* _Required work_: In the entries below, filter for the word "paths" and copy every matching line.

* _Data to examine_:
══════

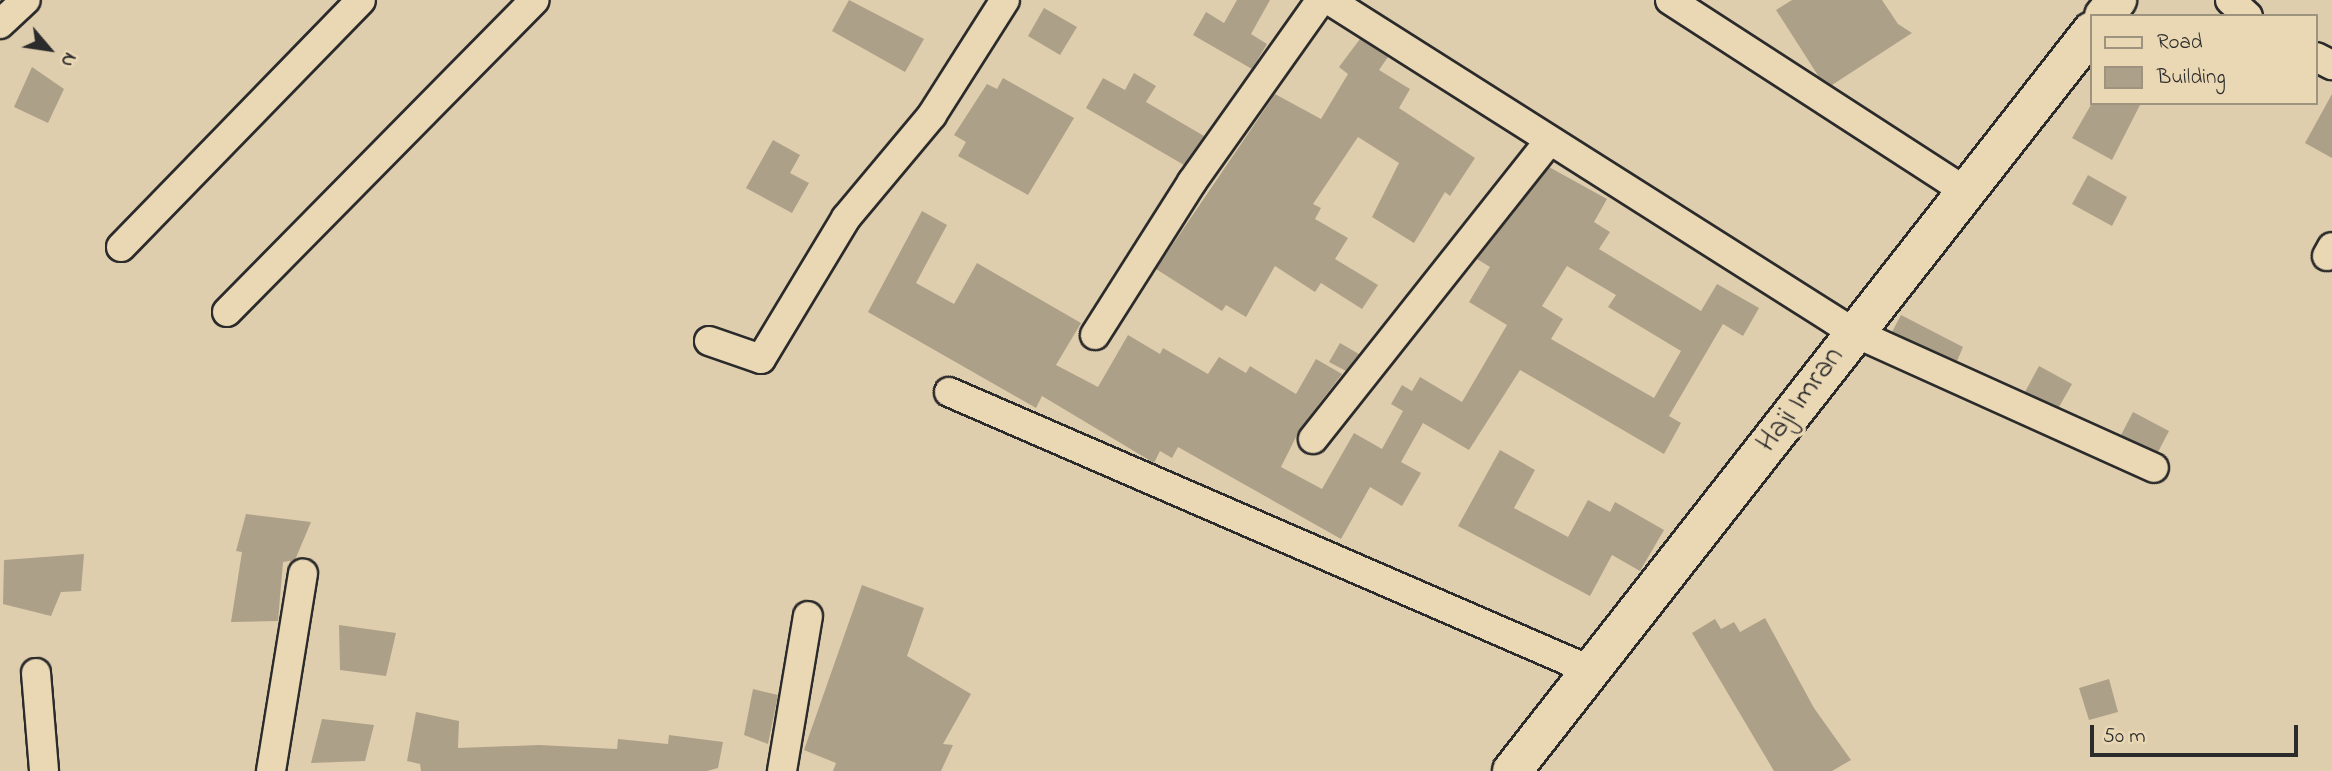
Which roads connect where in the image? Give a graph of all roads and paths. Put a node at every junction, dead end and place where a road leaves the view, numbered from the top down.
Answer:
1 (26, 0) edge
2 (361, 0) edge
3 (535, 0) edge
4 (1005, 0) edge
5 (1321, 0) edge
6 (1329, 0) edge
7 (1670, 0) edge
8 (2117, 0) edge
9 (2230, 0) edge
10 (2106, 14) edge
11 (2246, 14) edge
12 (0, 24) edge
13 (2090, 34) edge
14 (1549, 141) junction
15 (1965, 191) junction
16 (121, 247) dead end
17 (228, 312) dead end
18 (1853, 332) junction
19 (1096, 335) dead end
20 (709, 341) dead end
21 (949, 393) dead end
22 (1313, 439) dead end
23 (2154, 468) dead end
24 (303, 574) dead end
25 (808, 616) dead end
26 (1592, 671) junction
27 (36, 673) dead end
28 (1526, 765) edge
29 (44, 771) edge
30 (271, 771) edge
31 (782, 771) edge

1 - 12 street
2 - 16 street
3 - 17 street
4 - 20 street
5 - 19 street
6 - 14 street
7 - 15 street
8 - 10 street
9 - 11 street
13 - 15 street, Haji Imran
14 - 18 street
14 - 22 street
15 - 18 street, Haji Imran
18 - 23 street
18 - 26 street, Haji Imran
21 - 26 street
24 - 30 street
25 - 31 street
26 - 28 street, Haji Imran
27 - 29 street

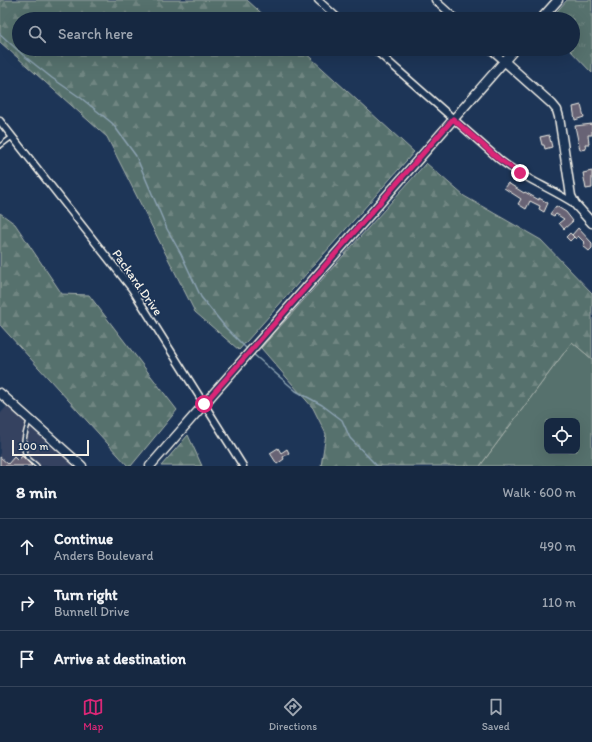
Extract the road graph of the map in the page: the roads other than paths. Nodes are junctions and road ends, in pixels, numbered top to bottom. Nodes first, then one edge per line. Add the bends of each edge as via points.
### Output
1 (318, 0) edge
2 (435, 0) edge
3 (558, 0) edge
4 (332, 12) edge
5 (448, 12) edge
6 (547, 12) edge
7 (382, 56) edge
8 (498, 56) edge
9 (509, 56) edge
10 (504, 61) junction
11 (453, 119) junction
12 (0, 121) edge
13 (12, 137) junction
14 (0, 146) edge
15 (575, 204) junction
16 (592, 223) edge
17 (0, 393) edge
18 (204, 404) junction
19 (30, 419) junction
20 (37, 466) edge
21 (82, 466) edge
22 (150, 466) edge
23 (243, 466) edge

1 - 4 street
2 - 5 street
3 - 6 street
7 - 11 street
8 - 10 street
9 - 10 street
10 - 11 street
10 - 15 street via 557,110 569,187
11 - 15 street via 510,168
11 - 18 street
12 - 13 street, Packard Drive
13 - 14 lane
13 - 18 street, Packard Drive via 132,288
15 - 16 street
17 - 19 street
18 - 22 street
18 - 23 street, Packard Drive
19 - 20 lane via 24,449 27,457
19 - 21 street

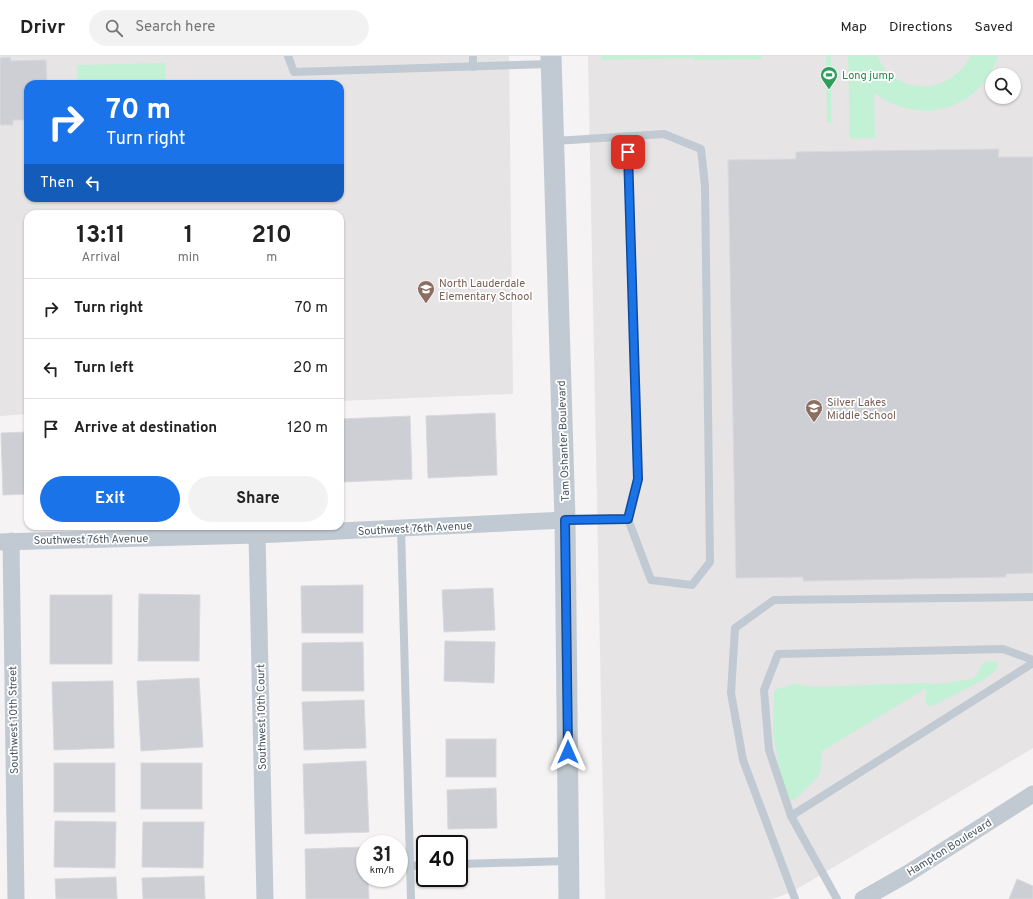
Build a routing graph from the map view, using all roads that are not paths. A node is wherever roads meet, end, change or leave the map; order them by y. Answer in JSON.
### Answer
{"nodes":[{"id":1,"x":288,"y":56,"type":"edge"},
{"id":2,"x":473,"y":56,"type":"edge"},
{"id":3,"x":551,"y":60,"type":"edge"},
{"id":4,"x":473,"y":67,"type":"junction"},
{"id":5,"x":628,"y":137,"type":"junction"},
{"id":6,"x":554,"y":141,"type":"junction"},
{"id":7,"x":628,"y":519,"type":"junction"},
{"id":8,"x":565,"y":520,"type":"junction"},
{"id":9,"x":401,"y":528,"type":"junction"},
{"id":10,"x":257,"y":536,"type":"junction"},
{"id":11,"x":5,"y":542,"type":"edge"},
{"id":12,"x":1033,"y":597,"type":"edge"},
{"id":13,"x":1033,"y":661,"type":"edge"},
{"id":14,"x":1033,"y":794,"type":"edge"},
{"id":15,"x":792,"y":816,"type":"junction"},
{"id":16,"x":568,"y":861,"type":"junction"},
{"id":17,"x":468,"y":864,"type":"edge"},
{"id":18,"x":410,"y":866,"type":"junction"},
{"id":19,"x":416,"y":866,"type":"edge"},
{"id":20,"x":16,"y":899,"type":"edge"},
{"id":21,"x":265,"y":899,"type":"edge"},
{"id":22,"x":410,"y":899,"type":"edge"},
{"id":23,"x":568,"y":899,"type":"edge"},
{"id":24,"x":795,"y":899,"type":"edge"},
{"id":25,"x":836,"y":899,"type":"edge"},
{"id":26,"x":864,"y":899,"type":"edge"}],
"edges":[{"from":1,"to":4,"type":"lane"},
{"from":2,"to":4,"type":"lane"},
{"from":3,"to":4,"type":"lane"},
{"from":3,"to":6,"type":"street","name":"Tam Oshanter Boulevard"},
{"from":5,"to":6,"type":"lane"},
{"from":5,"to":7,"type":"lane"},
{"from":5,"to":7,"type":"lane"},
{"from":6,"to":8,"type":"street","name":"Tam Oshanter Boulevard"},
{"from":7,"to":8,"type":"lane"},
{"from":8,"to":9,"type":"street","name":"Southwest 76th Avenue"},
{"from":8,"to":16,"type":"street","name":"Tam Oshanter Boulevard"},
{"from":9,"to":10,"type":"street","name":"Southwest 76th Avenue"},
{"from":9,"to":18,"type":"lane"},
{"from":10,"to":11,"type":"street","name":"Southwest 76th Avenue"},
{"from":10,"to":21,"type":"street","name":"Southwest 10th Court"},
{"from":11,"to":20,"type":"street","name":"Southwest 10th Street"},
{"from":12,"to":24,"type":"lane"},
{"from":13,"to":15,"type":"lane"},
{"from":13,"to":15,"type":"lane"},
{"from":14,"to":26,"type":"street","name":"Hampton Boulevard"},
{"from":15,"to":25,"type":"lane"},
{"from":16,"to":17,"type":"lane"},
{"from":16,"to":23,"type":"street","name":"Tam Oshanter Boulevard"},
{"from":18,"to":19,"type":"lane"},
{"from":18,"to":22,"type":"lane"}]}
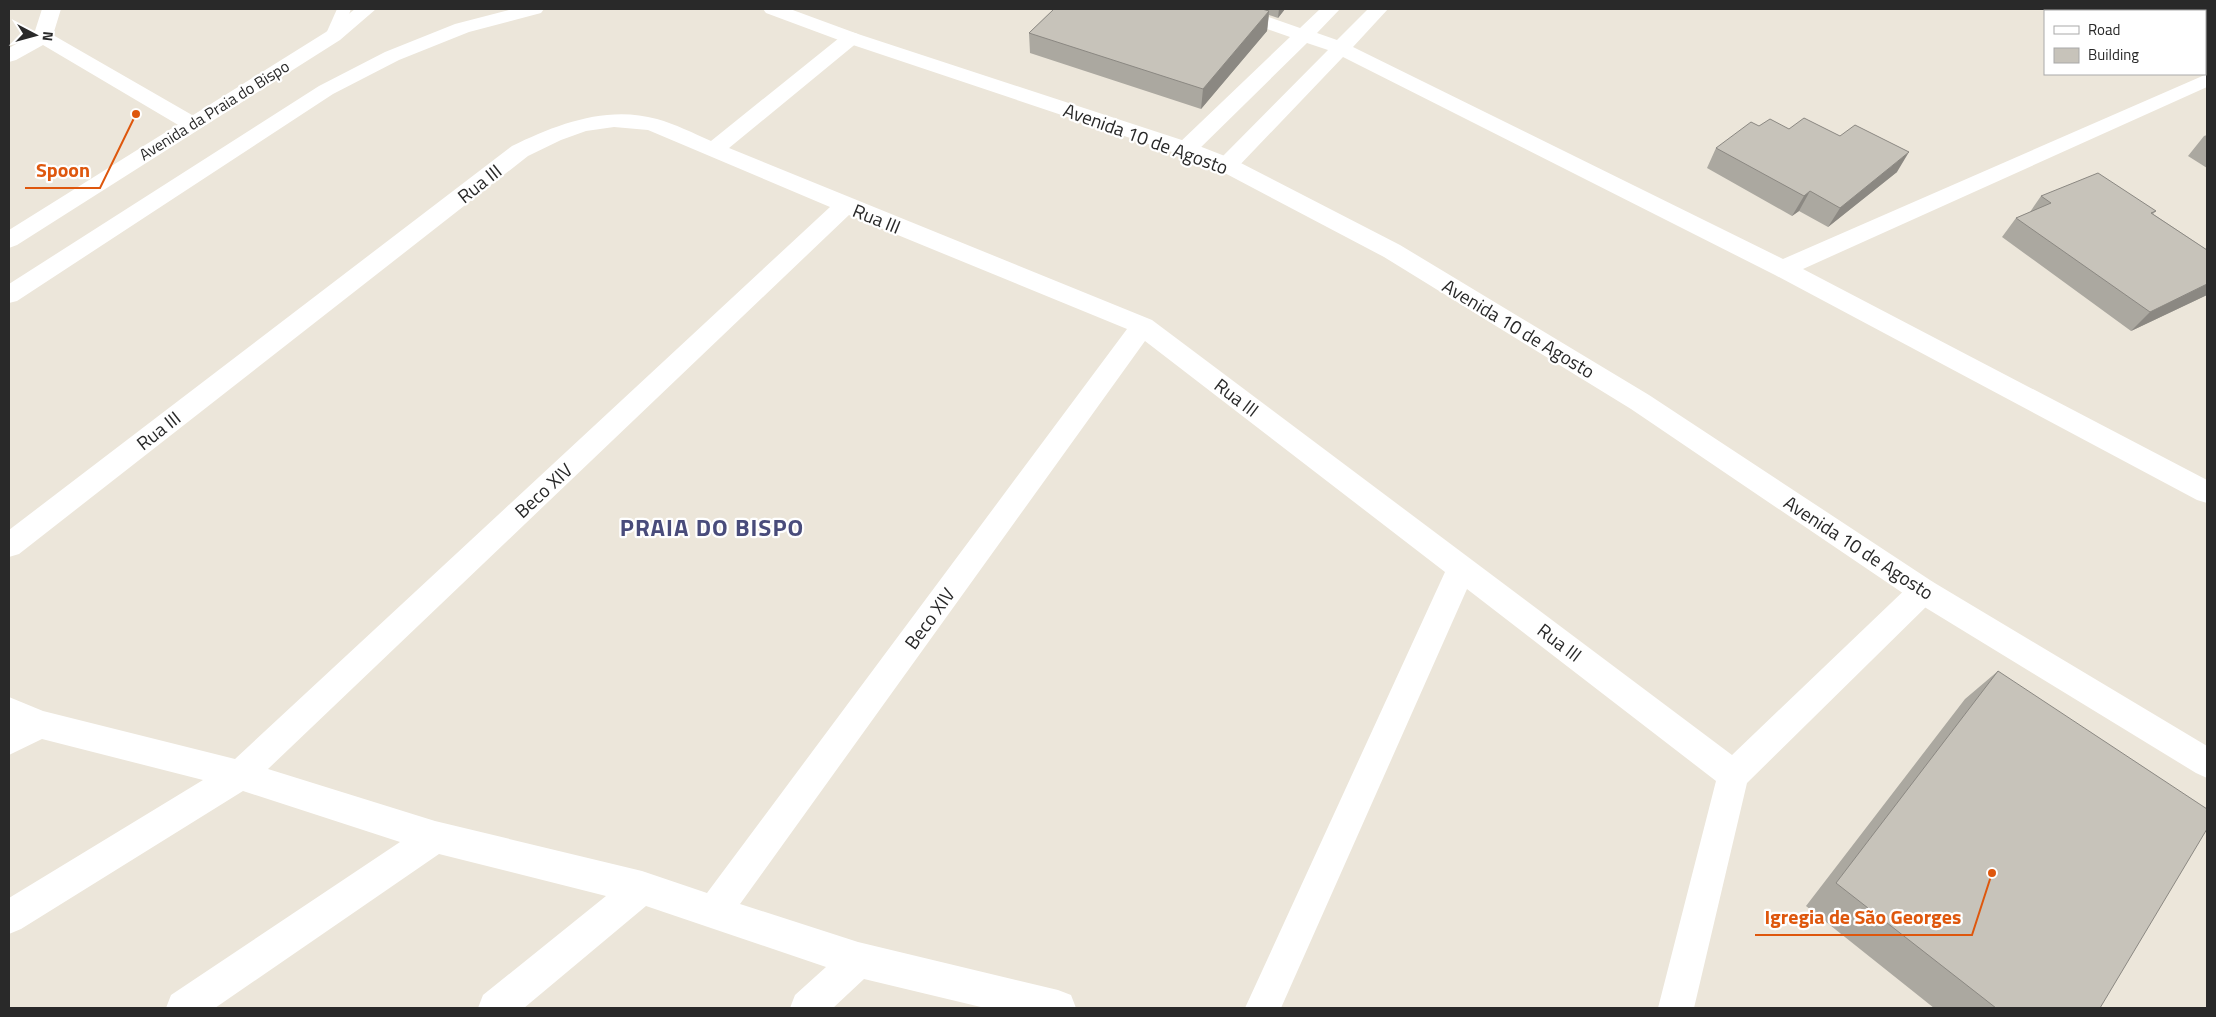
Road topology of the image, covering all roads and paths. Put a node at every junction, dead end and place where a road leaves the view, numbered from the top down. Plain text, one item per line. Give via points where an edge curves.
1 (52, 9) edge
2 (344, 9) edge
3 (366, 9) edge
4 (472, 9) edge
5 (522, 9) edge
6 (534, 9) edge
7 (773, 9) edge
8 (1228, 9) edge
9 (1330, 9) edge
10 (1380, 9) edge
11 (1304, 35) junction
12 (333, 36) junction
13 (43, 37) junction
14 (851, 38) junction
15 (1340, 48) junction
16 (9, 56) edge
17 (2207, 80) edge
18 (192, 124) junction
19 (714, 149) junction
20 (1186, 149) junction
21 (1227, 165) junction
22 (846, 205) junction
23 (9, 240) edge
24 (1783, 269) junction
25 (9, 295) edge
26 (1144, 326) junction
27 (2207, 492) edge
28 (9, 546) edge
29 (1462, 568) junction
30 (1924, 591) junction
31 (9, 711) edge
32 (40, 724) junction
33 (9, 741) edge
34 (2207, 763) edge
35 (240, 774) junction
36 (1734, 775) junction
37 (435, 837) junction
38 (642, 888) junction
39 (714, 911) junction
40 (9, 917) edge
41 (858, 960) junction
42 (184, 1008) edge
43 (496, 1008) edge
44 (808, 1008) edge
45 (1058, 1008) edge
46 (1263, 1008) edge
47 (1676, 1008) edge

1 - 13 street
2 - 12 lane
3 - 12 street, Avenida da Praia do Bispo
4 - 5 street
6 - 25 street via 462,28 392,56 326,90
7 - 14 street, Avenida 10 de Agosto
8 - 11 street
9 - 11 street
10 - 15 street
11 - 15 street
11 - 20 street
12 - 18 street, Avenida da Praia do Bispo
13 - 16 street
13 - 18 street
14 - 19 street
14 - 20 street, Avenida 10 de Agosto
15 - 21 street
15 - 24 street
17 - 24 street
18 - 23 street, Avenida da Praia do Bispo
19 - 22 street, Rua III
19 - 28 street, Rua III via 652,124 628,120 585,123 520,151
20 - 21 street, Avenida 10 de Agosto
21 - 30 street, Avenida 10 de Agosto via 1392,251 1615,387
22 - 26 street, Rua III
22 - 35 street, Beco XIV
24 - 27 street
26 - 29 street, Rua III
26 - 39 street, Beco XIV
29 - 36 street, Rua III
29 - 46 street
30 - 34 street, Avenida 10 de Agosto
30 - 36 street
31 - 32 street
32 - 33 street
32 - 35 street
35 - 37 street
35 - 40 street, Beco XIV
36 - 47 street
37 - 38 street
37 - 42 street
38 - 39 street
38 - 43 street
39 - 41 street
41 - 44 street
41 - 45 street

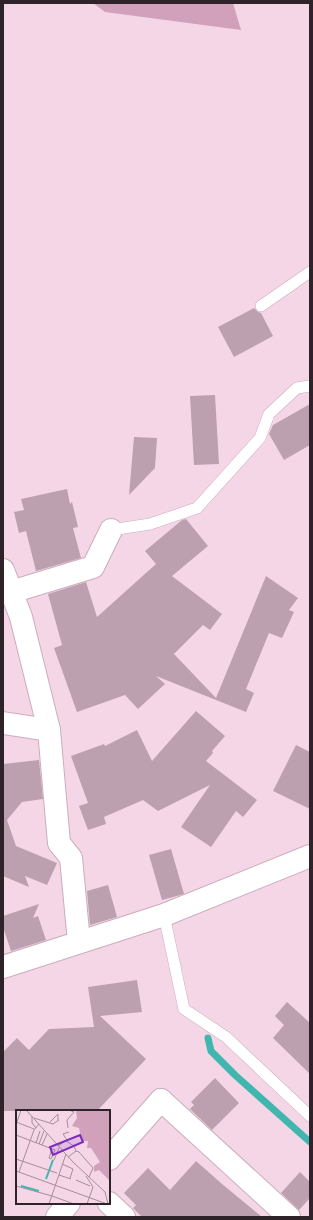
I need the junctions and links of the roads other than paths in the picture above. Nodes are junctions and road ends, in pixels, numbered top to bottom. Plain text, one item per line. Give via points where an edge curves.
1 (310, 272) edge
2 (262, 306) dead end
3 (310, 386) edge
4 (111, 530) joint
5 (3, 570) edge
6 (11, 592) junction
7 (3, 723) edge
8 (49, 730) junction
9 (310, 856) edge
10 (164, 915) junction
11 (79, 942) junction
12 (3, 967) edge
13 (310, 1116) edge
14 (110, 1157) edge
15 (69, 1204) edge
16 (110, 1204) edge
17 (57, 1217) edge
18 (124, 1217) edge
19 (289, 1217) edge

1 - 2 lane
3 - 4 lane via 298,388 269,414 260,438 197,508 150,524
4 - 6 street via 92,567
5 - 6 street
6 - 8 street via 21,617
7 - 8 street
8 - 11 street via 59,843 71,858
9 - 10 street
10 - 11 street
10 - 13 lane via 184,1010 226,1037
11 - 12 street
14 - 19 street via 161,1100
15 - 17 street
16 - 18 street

══════

* _Answer section_:
Which roads connect where in the image? Give a graph of all roads and paths. Put a node at every junction, dead end and place where a road leaves the view, numbered from the top down.
Extract the road graph of the map in the page: the roads other than paths. Nodes are junctions and road ends, in pixels, numbered top to bottom. Nodes first, then one edge per line. Add the bends of each edge as via points.
Build a routing graph from the map view, using all roads that are not paths. A node is wherever roads meet, end, change or leave the map; order them by y. Answer in JSON.
Road topology of the image, covering all roads and paths. Put a node at every junction, dead end and place where a road leaves the view, numbered from the top down. Plain text, one item per line. Give via points where an edge curves.
I need the junctions and links of the roads other than paths in the picture above. Nodes are junctions and road ends, in pixels, numbered top to bottom. Plain text, one item per line. Give via points where an edge curves.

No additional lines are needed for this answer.